[[ Information supplied open ]]

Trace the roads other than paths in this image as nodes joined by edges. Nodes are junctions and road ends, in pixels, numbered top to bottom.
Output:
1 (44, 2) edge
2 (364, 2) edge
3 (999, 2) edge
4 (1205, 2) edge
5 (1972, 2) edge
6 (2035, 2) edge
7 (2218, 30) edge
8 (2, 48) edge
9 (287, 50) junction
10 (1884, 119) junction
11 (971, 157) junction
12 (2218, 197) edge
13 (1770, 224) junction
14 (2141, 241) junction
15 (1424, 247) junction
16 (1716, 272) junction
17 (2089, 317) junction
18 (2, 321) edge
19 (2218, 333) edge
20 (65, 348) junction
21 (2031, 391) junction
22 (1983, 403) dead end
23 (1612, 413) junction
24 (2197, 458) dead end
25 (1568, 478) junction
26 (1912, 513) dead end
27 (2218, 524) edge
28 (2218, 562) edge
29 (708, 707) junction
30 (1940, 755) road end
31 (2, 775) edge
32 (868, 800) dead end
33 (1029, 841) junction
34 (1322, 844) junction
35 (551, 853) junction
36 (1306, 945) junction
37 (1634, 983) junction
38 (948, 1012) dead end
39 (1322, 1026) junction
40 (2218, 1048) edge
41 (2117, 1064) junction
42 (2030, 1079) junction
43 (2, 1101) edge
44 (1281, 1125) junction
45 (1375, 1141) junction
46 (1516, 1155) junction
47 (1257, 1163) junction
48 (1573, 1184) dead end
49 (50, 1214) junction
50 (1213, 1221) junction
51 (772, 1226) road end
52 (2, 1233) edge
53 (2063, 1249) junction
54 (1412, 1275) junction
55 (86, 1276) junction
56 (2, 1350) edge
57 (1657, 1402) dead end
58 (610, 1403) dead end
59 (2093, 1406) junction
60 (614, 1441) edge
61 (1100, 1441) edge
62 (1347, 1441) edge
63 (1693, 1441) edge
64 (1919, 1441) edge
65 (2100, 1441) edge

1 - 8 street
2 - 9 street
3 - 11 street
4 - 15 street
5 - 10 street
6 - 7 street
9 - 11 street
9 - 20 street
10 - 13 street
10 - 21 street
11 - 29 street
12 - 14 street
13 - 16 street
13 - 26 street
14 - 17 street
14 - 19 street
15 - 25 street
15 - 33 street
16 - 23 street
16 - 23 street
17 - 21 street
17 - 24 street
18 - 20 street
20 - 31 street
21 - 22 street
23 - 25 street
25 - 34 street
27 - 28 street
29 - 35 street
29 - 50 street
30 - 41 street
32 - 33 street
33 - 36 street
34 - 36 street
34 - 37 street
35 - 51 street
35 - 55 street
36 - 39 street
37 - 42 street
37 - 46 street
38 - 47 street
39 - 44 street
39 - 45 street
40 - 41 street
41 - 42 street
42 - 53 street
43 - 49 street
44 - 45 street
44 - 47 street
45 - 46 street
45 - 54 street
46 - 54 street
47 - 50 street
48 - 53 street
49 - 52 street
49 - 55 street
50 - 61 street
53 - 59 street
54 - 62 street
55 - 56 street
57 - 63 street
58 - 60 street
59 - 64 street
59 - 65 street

[[ Information supplied closed ]]

[The task] Restate each record word for word.

[Solution for this exercise]
Trace the roads other than paths in this image as nodes joined by edges. Nodes are junctions and road ends, in pixels, numbered top to bottom.
Output:
1 (44, 2) edge
2 (364, 2) edge
3 (999, 2) edge
4 (1205, 2) edge
5 (1972, 2) edge
6 (2035, 2) edge
7 (2218, 30) edge
8 (2, 48) edge
9 (287, 50) junction
10 (1884, 119) junction
11 (971, 157) junction
12 (2218, 197) edge
13 (1770, 224) junction
14 (2141, 241) junction
15 (1424, 247) junction
16 (1716, 272) junction
17 (2089, 317) junction
18 (2, 321) edge
19 (2218, 333) edge
20 (65, 348) junction
21 (2031, 391) junction
22 (1983, 403) dead end
23 (1612, 413) junction
24 (2197, 458) dead end
25 (1568, 478) junction
26 (1912, 513) dead end
27 (2218, 524) edge
28 (2218, 562) edge
29 (708, 707) junction
30 (1940, 755) road end
31 (2, 775) edge
32 (868, 800) dead end
33 (1029, 841) junction
34 (1322, 844) junction
35 (551, 853) junction
36 (1306, 945) junction
37 (1634, 983) junction
38 (948, 1012) dead end
39 (1322, 1026) junction
40 (2218, 1048) edge
41 (2117, 1064) junction
42 (2030, 1079) junction
43 (2, 1101) edge
44 (1281, 1125) junction
45 (1375, 1141) junction
46 (1516, 1155) junction
47 (1257, 1163) junction
48 (1573, 1184) dead end
49 (50, 1214) junction
50 (1213, 1221) junction
51 (772, 1226) road end
52 (2, 1233) edge
53 (2063, 1249) junction
54 (1412, 1275) junction
55 (86, 1276) junction
56 (2, 1350) edge
57 (1657, 1402) dead end
58 (610, 1403) dead end
59 (2093, 1406) junction
60 (614, 1441) edge
61 (1100, 1441) edge
62 (1347, 1441) edge
63 (1693, 1441) edge
64 (1919, 1441) edge
65 (2100, 1441) edge

1 - 8 street
2 - 9 street
3 - 11 street
4 - 15 street
5 - 10 street
6 - 7 street
9 - 11 street
9 - 20 street
10 - 13 street
10 - 21 street
11 - 29 street
12 - 14 street
13 - 16 street
13 - 26 street
14 - 17 street
14 - 19 street
15 - 25 street
15 - 33 street
16 - 23 street
16 - 23 street
17 - 21 street
17 - 24 street
18 - 20 street
20 - 31 street
21 - 22 street
23 - 25 street
25 - 34 street
27 - 28 street
29 - 35 street
29 - 50 street
30 - 41 street
32 - 33 street
33 - 36 street
34 - 36 street
34 - 37 street
35 - 51 street
35 - 55 street
36 - 39 street
37 - 42 street
37 - 46 street
38 - 47 street
39 - 44 street
39 - 45 street
40 - 41 street
41 - 42 street
42 - 53 street
43 - 49 street
44 - 45 street
44 - 47 street
45 - 46 street
45 - 54 street
46 - 54 street
47 - 50 street
48 - 53 street
49 - 52 street
49 - 55 street
50 - 61 street
53 - 59 street
54 - 62 street
55 - 56 street
57 - 63 street
58 - 60 street
59 - 64 street
59 - 65 street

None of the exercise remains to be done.